Why do we hardly see young children?
Baby pigeon in a nest.

Young pigeons are rotten birds! They are a rare breed where the children are raised by both mom and dad, and they are good at parenting skills. Both are very protective of their young and keep them in the comfort of their homes for a long time. These children rarely appear in the outside world. And even if they did, they would already look like an adult.

How do you recognize a baby pigeon?

Why do we hardly see young children?
Young vs adult pigeon

Here is a way you can identify it if you come across it. Look for really dark eyes because an adult bird will always have red-orange eyes. Also, the fleshy, bulbous growth called a “cere” that we usually see over the beaks of adult pigeons is always white. If you notice a young dove, the color will be more gray-pink. Young pigeons also do not have a purplish-green shimmering yoke around their neck like adult pigeons.

In short, it turns out that the lack of young pigeons is not such a strange phenomenon after all. Perhaps because she is so common, large, and always around us, her children’s absence becomes even more noticeable.

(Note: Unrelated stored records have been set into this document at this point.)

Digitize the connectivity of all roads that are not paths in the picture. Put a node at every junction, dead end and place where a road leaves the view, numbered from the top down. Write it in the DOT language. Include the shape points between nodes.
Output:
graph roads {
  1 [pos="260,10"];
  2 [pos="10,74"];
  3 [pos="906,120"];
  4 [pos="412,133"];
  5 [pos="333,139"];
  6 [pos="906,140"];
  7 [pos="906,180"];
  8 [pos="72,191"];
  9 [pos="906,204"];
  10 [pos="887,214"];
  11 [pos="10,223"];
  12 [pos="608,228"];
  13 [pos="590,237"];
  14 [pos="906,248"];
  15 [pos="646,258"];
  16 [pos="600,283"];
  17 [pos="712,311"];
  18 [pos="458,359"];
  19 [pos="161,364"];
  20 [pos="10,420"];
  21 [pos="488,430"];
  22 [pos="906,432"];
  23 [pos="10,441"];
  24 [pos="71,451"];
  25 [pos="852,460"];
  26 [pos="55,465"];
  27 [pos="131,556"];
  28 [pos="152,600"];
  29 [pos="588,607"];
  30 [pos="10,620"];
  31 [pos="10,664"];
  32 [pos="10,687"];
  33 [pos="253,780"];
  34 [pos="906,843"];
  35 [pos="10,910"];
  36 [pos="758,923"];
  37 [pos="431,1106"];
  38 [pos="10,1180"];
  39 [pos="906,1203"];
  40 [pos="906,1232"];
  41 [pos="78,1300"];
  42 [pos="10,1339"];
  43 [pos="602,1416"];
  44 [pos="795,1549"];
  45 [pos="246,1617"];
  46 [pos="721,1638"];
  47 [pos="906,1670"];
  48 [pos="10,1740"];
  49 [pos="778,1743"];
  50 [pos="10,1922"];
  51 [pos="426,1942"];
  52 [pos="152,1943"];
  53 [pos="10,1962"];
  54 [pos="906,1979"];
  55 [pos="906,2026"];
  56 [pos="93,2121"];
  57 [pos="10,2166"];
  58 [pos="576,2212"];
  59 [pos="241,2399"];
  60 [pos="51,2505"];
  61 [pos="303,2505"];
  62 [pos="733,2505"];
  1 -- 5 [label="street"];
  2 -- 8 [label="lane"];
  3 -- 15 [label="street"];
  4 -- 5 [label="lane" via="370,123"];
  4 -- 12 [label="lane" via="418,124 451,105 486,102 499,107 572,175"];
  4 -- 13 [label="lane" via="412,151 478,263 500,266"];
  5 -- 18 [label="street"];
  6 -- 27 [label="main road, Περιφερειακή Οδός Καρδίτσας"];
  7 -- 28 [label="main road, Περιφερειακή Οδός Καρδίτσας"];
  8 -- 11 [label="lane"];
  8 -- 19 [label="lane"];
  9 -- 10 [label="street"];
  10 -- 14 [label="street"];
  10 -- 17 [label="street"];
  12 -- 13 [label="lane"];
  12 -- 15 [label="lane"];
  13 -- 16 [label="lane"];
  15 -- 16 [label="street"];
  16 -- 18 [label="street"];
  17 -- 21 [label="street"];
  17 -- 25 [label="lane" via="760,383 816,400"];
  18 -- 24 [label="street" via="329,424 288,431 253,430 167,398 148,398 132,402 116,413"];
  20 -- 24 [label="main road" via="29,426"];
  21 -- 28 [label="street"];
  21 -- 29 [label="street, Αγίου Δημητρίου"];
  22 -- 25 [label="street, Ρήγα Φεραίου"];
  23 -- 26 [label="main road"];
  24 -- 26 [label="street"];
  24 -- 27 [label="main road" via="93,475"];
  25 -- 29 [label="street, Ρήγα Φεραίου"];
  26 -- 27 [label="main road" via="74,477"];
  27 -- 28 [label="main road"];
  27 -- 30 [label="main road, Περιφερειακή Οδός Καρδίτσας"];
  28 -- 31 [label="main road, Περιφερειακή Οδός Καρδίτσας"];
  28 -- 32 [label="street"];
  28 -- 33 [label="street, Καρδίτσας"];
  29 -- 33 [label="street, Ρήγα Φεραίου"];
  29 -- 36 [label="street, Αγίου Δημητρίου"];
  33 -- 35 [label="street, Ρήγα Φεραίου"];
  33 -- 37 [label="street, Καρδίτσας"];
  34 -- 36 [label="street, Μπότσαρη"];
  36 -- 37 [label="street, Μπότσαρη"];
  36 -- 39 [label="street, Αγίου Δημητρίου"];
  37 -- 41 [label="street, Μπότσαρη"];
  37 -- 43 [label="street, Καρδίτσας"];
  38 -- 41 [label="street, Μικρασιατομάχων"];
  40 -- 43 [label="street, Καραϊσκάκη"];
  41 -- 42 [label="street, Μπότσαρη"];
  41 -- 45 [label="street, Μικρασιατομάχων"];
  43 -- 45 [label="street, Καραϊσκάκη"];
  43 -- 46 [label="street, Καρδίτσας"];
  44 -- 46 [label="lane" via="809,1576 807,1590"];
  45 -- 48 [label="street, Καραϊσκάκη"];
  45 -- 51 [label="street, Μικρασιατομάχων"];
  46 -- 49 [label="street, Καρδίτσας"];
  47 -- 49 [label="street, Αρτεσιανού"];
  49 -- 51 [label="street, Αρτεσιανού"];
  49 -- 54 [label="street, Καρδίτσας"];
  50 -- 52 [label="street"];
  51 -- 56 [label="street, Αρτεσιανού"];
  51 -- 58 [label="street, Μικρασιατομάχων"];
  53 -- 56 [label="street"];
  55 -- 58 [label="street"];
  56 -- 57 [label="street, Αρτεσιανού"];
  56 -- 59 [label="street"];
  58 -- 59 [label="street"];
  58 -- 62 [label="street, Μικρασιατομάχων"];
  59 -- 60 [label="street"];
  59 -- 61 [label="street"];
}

Now that you know where to find these babies and what to look for, do you think you can spot one of them soon? Or, if you’re one of those rare humans who’ve seen the “legendary” band, let us know in the comments below.

Until then, we can all be happy with the fact that our young pigeons are in good “hands” with genuinely supportive parents who don’t mind keeping them at home for as long as they need!


Tricare west is a global news publication that tells the stories you want to know.